Renewing and building professional relationships after a career break
One of the main challenges parents who have been on a career break face is that they move away from their professional roles, as they embark into parenting. Often, this may mean their social circle become more involved around their parenting role and they may lose touch with their professional circle.
When the time comes for them to think about going back to work, I find there is sometimes some apprehension or uncertainty about how disconnected they have been with people from the professional sphere.
Refreshing ‘old’ relationships
To deal with this, I believe it is helpful for parents who decide to go back to work to ensure they build bridges some time before going back to work with their colleagues/boss. Whether a person was on a career break or has resigned from a role, previous colleagues/boss are a very accessible resource that can make the transition back to work more smooth and more positive.
Old colleagues/boss already know our strengths and skills and it therefore makes easier to jump back into a familiar workplace setting. One of my clients told me that she felt more confident after talking to her colleagues and boss before going back to work as they saw her as the expert she was in her area even if she was going back after a two year break.

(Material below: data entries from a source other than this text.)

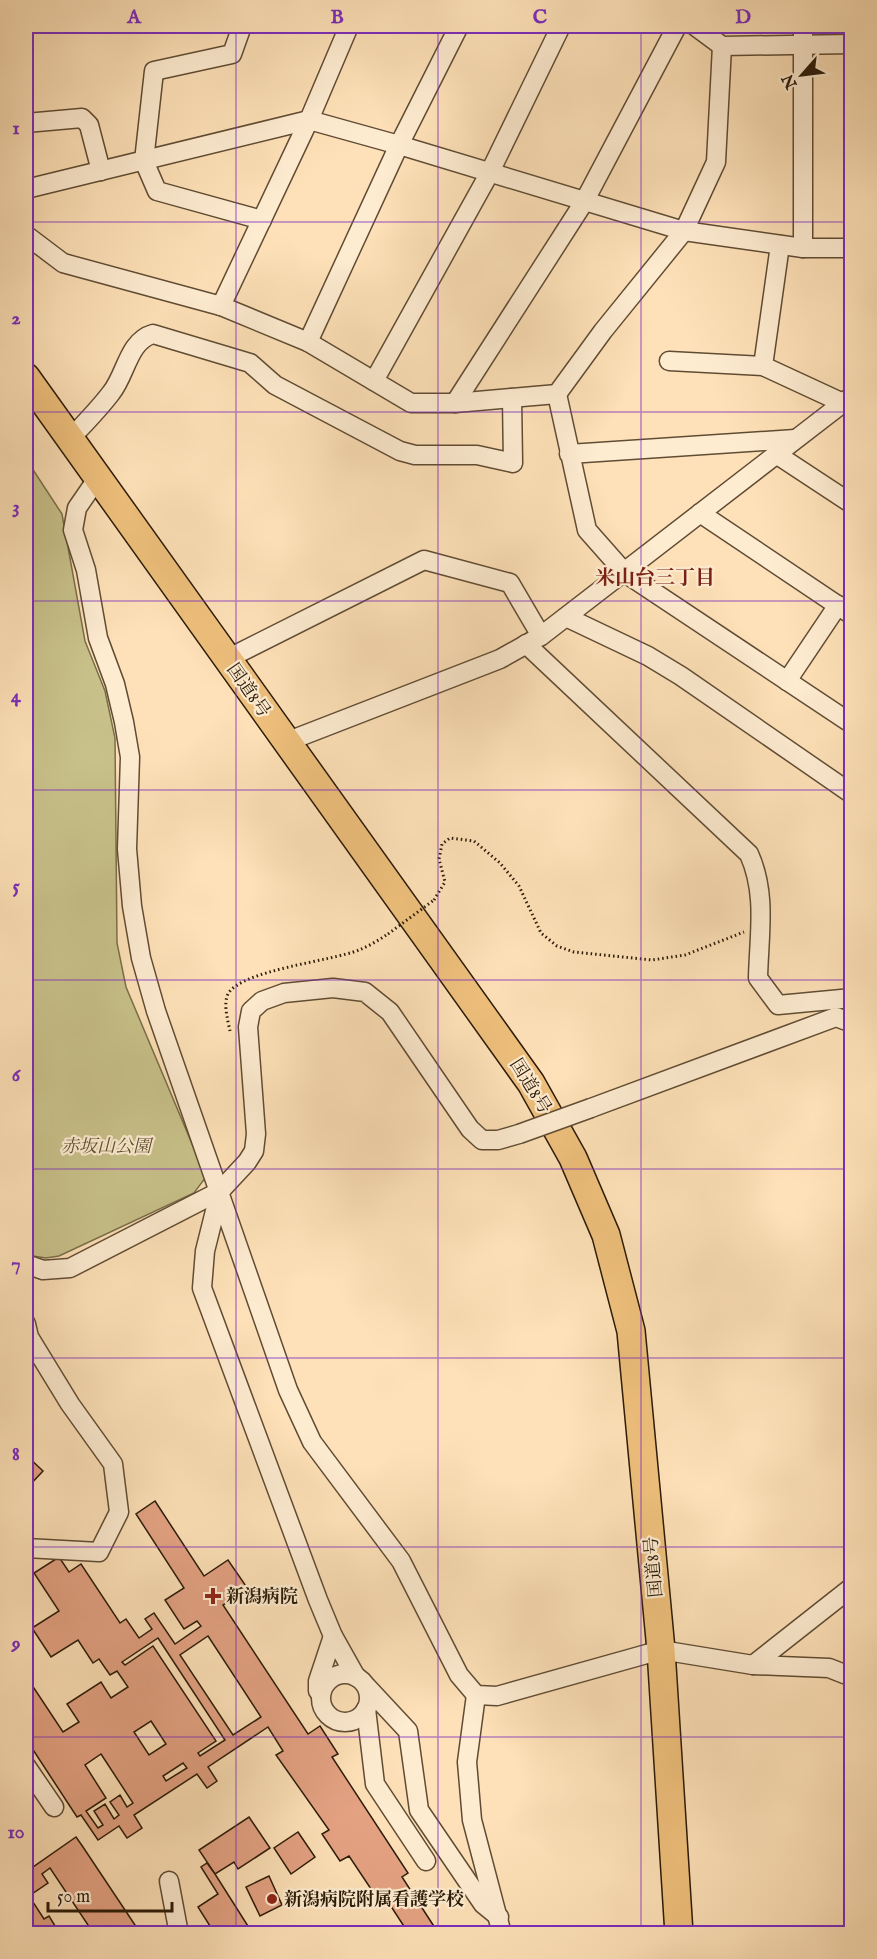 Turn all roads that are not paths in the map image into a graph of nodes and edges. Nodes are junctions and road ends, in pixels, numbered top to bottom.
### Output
1 (242, 26) edge
2 (349, 26) edge
3 (459, 26) edge
4 (561, 26) edge
5 (677, 26) edge
6 (695, 26) edge
7 (803, 26) edge
8 (852, 44) edge
9 (803, 45) junction
10 (722, 46) junction
11 (309, 120) junction
12 (26, 123) edge
13 (399, 145) junction
14 (144, 161) junction
15 (101, 171) junction
16 (489, 174) junction
17 (26, 189) edge
18 (584, 202) junction
19 (262, 220) junction
20 (684, 231) junction
21 (26, 235) edge
22 (780, 245) junction
23 (802, 248) junction
24 (852, 248) edge
25 (221, 306) junction
26 (308, 342) junction
27 (669, 361) dead end
28 (763, 366) junction
29 (26, 377) edge
30 (374, 381) junction
31 (557, 394) junction
32 (512, 398) junction
33 (847, 399) edge
34 (455, 403) junction
35 (70, 439) junction
36 (795, 440) junction
37 (569, 454) junction
38 (776, 454) junction
39 (99, 476) junction
40 (852, 504) edge
41 (700, 513) junction
42 (625, 573) junction
43 (845, 610) edge
44 (566, 617) junction
45 (533, 640) junction
46 (228, 660) junction
47 (787, 681) junction
48 (852, 724) edge
49 (286, 742) junction
50 (852, 794) edge
51 (852, 998) edge
52 (852, 1023) edge
53 (220, 1191) junction
54 (26, 1264) edge
55 (26, 1324) edge
56 (26, 1548) edge
57 (852, 1587) edge
58 (333, 1636) junction
59 (661, 1650) junction
60 (753, 1665) junction
61 (852, 1677) edge
62 (362, 1682) junction
63 (476, 1695) junction
64 (321, 1701) junction
65 (366, 1709) junction
66 (348, 1722) junction
67 (368, 1731) junction
68 (26, 1766) edge
69 (54, 1807) dead end
70 (426, 1861) dead end
71 (170, 1881) dead end
72 (501, 1925) edge
73 (179, 1934) edge
74 (679, 1934) edge

1 - 14 street
2 - 11 street
3 - 13 street
4 - 16 street
5 - 18 street
6 - 10 street
7 - 9 street
8 - 9 street
9 - 10 street
9 - 23 street
10 - 20 street
11 - 13 street
11 - 14 street
11 - 19 street
12 - 15 street
13 - 16 street
13 - 26 street
14 - 15 street
14 - 19 street
15 - 17 street
16 - 18 street
16 - 30 street
18 - 20 street
18 - 34 street
19 - 25 street
20 - 22 street
20 - 31 street
21 - 25 street
22 - 23 street
22 - 28 street
23 - 24 street
25 - 26 street
26 - 30 street
27 - 28 street
28 - 33 street
29 - 35 highway, 国道8号
30 - 34 street
31 - 32 street
31 - 37 street
32 - 34 street
32 - 35 street
33 - 36 street
35 - 39 highway, 国道8号
36 - 37 street
36 - 38 street
37 - 42 street
38 - 40 street
38 - 41 street
39 - 46 highway, 国道8号
39 - 53 street
41 - 42 street
41 - 43 street
42 - 44 street
42 - 47 street
43 - 47 street
44 - 45 street
44 - 50 street
45 - 46 street
45 - 49 street
45 - 51 street
46 - 49 highway, 国道8号
47 - 48 street
49 - 59 highway, 国道8号
52 - 53 street, bridge
53 - 54 street
53 - 58 street
53 - 63 street
55 - 56 street
57 - 60 street
58 - 62 street
58 - 64 street
59 - 60 street
59 - 63 street
59 - 74 highway, 国道8号
60 - 61 street
62 - 64 street
62 - 65 street
62 - 72 street
63 - 72 street
64 - 66 street
65 - 66 street
65 - 67 street
66 - 67 street
67 - 70 street
68 - 69 street
71 - 73 street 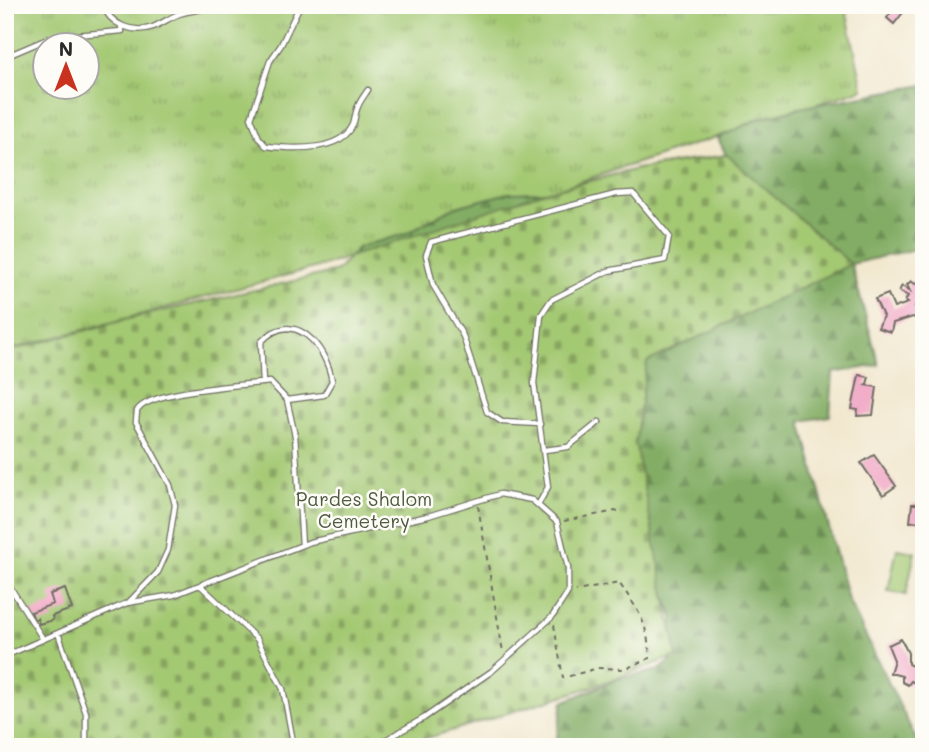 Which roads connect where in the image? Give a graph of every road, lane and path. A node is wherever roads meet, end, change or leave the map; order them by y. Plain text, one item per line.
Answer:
1 (103, 5) edge
2 (214, 5) edge
3 (300, 5) edge
4 (121, 26) junction
5 (5, 57) edge
6 (368, 90) dead end
7 (263, 383) junction
8 (287, 400) junction
9 (599, 422) dead end
10 (540, 424) junction
11 (544, 450) junction
12 (477, 501) junction
13 (538, 505) junction
14 (621, 510) dead end
15 (557, 522) junction
16 (302, 545) junction
17 (5, 579) edge
18 (200, 585) junction
19 (568, 592) junction
20 (127, 603) junction
21 (552, 617) junction
22 (58, 633) junction
23 (43, 639) junction
24 (5, 656) edge
25 (505, 660) junction
26 (86, 747) edge
27 (294, 747) edge
28 (373, 747) edge

1 - 4 lane
2 - 4 lane
3 - 6 lane
4 - 5 lane
7 - 8 lane
7 - 8 lane
7 - 20 lane
8 - 16 lane
9 - 11 lane
10 - 10 lane
10 - 11 lane
11 - 13 lane
12 - 13 lane
12 - 16 lane
12 - 25 path
13 - 15 lane
14 - 15 path
15 - 19 lane
16 - 18 lane
17 - 23 lane
18 - 20 lane
18 - 27 lane
19 - 21 lane
19 - 21 path
20 - 22 lane
21 - 25 lane
22 - 23 lane
22 - 26 lane
23 - 24 lane
25 - 28 lane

Building new relationships
My experience of parenting changed a lot of who I am. Therefore, I strongly believe in the importance of new relationships.
Like me, some parents might decide not to go back to their previous career and decide to work for themselves as this allows for more flexibility with having a young family.
I find that being a parent has allowed me to build a strong and completely new circle of people who are now an additional network of people that I know.
And as my business grows, some of my clients have come directly or indirectly from my ‘parenting’ network.
Here are four ways to build new relationships while planning your next career move:
- Use your skills to volunteer in parenting-related activities, if this is available to you. It is a good way of using your skills while getting you to know other people.
- If you are upskilling, link with people who have similar interest as yours and keep in touch with them.
- Go to networking events in your area of expertise or even locally to ensure and keep your eyes and your ears open to opportunities and also to learn about others’ journeys.
- Attend webinars/events in your area of expertise or arrange coffee meetings/virtual coffees with people who have been there and who are where you would like to be.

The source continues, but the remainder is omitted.